▸ **EXERCISE INSTRUCTIONS**
If a line in the data below includes the string "then", please return a copy of it.

▸ **MATERIAL TO PROCESS**
——————————
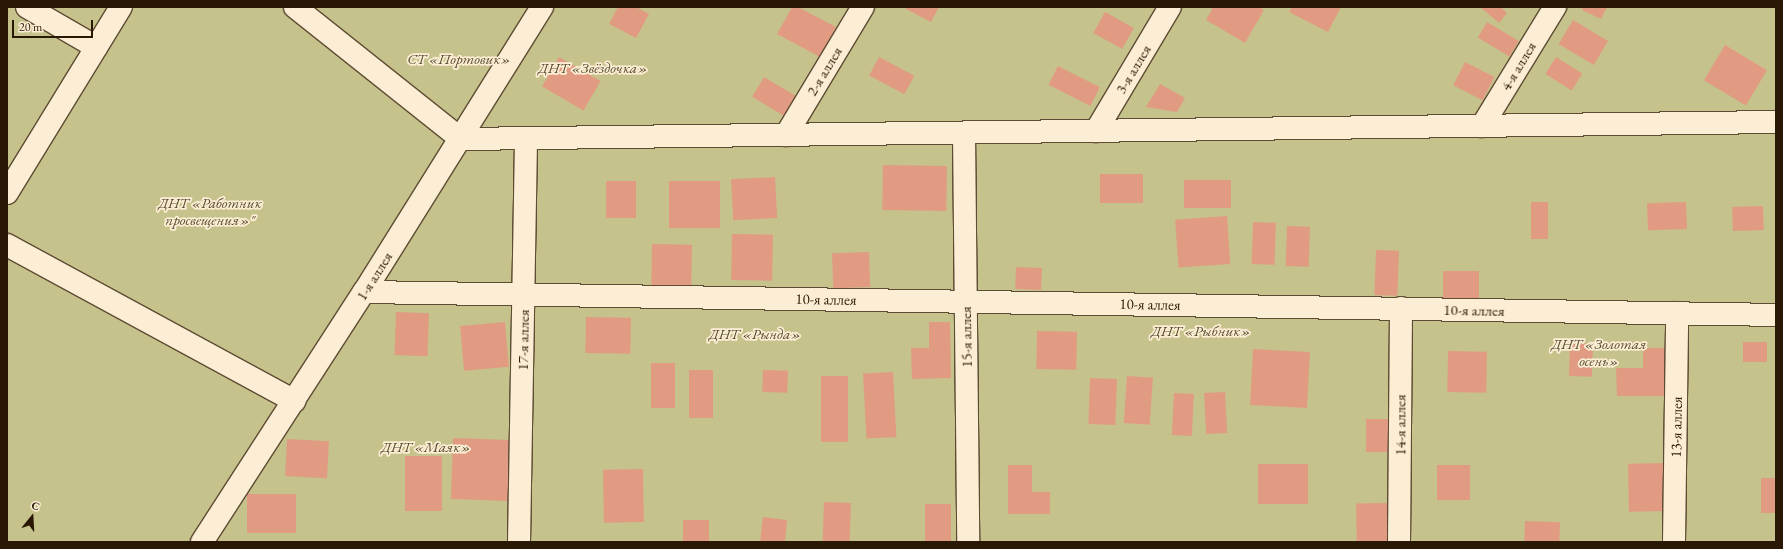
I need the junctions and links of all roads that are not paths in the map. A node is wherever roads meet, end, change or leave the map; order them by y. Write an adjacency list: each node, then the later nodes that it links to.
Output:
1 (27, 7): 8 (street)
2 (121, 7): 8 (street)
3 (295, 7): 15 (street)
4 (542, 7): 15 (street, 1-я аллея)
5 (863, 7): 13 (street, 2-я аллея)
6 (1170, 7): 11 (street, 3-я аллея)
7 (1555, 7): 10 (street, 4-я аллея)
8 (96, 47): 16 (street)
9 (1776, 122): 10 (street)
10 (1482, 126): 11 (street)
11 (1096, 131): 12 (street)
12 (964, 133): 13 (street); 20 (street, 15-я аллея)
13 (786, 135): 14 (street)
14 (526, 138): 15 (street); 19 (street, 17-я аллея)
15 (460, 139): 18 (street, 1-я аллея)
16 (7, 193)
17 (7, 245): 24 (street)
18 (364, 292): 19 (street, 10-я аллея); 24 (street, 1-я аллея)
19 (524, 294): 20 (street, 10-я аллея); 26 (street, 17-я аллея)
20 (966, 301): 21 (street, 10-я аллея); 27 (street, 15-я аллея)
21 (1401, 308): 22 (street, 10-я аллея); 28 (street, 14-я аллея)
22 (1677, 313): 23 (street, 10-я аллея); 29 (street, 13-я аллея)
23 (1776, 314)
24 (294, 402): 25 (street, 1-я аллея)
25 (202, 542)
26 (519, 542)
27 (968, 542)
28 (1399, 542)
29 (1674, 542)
——————————
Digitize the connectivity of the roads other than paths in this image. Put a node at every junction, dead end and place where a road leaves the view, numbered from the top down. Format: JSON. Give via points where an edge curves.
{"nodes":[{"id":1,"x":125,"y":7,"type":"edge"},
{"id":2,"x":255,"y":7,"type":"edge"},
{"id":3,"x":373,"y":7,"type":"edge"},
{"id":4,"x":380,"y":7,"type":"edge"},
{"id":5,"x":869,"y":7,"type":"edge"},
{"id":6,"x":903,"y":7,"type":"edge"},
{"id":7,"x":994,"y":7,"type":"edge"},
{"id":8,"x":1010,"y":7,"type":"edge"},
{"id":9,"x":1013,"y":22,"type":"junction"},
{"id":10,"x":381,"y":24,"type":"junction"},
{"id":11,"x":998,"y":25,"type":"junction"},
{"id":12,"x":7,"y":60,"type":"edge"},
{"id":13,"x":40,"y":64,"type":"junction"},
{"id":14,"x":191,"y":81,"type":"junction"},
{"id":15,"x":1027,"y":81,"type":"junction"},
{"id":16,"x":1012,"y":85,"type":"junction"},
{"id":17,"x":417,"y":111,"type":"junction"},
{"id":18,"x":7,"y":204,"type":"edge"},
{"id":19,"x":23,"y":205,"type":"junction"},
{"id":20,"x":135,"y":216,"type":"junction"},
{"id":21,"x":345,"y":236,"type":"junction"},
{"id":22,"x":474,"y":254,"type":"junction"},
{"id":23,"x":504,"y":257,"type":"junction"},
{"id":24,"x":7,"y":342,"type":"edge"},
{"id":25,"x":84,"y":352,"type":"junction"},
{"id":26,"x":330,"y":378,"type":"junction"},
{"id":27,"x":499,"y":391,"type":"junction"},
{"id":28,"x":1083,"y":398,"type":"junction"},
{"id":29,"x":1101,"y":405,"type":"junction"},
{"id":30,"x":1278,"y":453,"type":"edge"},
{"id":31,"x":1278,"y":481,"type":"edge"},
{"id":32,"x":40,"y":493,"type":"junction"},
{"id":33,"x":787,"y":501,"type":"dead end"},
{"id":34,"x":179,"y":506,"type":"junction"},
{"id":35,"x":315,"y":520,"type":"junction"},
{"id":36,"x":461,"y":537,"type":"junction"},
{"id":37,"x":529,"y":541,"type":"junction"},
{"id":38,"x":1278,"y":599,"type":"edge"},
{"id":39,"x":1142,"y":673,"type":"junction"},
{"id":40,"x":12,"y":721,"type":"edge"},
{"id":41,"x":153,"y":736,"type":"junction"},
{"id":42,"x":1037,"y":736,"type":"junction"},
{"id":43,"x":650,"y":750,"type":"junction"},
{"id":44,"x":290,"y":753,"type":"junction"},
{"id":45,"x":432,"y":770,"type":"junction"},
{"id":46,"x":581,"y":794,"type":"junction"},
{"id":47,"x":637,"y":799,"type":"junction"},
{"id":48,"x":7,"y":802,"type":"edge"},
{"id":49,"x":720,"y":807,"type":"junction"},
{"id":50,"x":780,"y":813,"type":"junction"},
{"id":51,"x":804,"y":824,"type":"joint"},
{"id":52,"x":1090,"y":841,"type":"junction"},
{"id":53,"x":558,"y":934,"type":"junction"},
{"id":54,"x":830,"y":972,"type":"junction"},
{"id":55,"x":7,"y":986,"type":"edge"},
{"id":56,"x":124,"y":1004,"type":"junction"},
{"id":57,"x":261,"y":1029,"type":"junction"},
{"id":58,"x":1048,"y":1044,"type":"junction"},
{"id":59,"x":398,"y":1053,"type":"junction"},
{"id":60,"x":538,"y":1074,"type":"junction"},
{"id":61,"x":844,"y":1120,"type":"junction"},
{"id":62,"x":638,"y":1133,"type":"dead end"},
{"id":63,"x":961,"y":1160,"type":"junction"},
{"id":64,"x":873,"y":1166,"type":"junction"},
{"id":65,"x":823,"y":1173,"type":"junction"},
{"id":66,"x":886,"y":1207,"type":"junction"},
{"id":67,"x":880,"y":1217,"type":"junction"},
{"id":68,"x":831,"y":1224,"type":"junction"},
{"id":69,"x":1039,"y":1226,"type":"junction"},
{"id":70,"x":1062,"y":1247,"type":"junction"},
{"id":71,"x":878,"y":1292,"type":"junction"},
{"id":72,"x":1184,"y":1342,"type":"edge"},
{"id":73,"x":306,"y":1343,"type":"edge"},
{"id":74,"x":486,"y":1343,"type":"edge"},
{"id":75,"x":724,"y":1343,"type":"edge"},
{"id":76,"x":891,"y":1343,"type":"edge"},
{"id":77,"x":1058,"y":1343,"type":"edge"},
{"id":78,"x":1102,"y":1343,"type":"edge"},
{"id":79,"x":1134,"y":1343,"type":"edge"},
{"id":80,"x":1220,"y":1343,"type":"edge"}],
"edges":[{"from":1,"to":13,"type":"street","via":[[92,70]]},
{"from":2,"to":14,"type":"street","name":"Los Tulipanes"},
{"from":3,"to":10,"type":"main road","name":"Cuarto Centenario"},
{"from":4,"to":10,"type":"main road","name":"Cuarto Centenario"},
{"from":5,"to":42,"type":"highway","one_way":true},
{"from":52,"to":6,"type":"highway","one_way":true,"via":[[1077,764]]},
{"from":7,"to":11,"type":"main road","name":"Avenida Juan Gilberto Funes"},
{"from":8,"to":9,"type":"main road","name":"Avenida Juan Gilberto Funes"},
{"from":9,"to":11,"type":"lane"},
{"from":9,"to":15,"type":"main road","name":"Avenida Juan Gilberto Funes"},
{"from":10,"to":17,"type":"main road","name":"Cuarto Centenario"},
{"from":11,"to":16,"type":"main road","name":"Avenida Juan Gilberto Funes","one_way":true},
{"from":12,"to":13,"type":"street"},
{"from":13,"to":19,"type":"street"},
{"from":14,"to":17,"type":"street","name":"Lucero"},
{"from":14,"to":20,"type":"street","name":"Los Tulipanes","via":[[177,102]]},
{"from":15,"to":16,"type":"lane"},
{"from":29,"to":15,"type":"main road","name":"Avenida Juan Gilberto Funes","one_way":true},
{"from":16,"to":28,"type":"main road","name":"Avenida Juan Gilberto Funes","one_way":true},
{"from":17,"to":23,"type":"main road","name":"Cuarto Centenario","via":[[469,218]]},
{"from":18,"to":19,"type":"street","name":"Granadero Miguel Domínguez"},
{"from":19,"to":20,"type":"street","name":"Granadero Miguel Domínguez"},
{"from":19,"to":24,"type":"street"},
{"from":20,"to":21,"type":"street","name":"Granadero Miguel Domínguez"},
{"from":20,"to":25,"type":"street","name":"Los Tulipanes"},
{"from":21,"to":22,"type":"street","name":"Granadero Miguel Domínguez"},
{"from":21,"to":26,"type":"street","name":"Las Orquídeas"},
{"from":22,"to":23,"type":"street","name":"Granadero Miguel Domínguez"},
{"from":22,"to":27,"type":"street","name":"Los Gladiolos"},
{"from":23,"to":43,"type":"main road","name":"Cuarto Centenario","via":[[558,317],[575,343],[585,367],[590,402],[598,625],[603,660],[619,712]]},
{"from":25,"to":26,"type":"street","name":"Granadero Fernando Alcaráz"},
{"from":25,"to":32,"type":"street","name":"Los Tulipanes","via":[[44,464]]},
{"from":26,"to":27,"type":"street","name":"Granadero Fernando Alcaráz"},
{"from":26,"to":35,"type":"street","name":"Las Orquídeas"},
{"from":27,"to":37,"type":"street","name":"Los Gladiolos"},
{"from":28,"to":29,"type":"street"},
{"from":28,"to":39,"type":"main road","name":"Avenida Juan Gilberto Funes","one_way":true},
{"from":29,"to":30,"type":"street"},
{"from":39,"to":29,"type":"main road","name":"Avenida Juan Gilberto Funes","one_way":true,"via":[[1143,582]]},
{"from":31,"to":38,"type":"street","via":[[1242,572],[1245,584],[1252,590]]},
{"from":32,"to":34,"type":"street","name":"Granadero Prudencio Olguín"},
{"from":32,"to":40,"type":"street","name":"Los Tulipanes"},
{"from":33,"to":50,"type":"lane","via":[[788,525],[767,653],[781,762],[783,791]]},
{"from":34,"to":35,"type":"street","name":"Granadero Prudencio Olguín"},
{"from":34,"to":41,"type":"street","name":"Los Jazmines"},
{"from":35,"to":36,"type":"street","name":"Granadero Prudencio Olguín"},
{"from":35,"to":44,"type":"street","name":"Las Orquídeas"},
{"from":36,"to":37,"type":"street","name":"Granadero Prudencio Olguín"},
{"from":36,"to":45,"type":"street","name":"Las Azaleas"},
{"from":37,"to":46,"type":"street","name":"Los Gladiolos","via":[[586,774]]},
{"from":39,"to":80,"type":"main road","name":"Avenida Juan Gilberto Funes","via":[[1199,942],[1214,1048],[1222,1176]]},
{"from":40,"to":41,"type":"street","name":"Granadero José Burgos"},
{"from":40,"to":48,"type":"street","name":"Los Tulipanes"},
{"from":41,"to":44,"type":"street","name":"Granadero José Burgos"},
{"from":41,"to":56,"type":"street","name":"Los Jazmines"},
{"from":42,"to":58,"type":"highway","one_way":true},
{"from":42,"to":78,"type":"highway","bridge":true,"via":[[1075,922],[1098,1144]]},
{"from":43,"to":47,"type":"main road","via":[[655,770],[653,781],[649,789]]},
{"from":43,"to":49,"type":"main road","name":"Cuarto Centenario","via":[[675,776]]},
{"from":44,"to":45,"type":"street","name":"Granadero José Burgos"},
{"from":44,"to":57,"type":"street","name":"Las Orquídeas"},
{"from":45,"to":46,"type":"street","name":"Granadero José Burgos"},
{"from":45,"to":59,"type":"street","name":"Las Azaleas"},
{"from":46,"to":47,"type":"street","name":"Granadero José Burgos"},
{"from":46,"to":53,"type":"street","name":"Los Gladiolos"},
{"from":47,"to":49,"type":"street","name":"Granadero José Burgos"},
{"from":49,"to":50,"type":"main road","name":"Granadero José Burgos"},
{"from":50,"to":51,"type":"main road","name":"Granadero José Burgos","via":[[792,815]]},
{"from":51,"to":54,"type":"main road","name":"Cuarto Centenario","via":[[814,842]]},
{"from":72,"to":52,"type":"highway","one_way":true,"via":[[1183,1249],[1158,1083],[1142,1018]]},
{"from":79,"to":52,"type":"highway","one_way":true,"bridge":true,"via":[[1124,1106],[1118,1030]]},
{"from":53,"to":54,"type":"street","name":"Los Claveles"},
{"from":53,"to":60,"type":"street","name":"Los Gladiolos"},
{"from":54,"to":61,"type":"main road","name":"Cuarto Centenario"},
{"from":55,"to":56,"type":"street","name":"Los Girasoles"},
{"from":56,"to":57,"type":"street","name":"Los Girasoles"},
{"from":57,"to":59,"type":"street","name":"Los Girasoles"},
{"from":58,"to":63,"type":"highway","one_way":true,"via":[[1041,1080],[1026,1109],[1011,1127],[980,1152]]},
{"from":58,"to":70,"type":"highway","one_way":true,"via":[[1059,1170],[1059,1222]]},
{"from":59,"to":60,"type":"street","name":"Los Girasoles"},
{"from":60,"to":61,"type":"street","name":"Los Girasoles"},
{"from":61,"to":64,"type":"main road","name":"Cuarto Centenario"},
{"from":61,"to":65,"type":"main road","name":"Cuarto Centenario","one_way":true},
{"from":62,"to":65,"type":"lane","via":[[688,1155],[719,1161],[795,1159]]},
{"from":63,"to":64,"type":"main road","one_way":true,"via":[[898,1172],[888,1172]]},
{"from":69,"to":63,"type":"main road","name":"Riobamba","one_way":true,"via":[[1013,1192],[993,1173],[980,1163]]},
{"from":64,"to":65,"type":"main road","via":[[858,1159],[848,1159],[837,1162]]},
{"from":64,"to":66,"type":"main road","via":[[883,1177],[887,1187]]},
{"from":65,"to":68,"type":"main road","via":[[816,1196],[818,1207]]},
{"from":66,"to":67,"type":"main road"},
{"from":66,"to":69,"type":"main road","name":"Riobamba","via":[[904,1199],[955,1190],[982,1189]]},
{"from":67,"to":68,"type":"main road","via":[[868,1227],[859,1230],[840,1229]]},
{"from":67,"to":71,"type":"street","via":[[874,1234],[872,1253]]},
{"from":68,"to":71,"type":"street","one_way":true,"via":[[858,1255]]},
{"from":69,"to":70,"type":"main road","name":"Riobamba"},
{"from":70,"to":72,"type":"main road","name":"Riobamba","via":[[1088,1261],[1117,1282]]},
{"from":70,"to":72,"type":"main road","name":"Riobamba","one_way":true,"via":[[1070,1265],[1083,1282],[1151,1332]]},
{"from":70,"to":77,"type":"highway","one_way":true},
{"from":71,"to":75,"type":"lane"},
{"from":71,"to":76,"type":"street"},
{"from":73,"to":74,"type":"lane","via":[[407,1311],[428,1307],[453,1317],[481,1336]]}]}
——————————
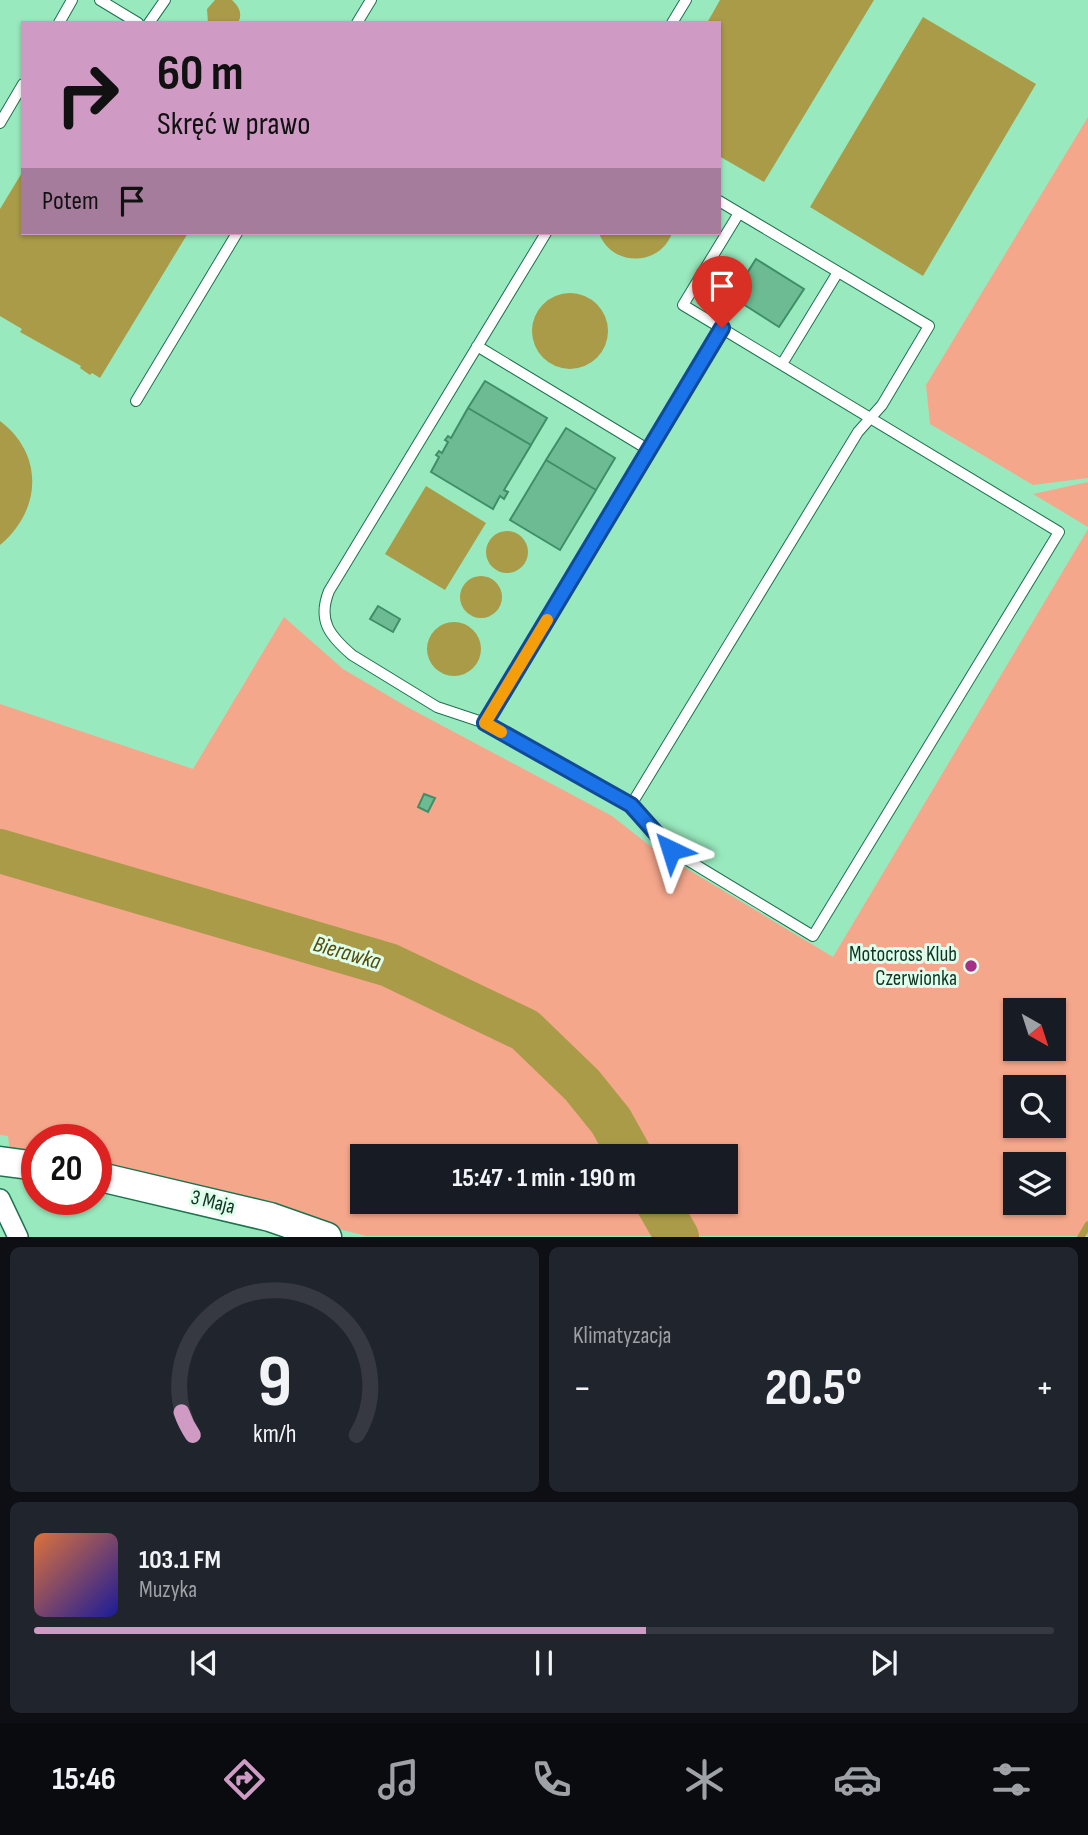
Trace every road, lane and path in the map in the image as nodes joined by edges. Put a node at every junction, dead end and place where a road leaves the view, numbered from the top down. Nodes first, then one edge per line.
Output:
——————————
▸ **RESPONSE TO THIS TASK**
I need the junctions and links of all roads that are not paths in the map. A node is wherever roads meet, end, change or leave the map; order them by y. Write an adjacency list: each node, then the later nodes that it links to.
Trace every road, lane and path in the map in the image as nodes joined by edges. Put a node at every junction, dead end and place where a road leaves the view, numbered from the top down. Nodes first, then one edge per line.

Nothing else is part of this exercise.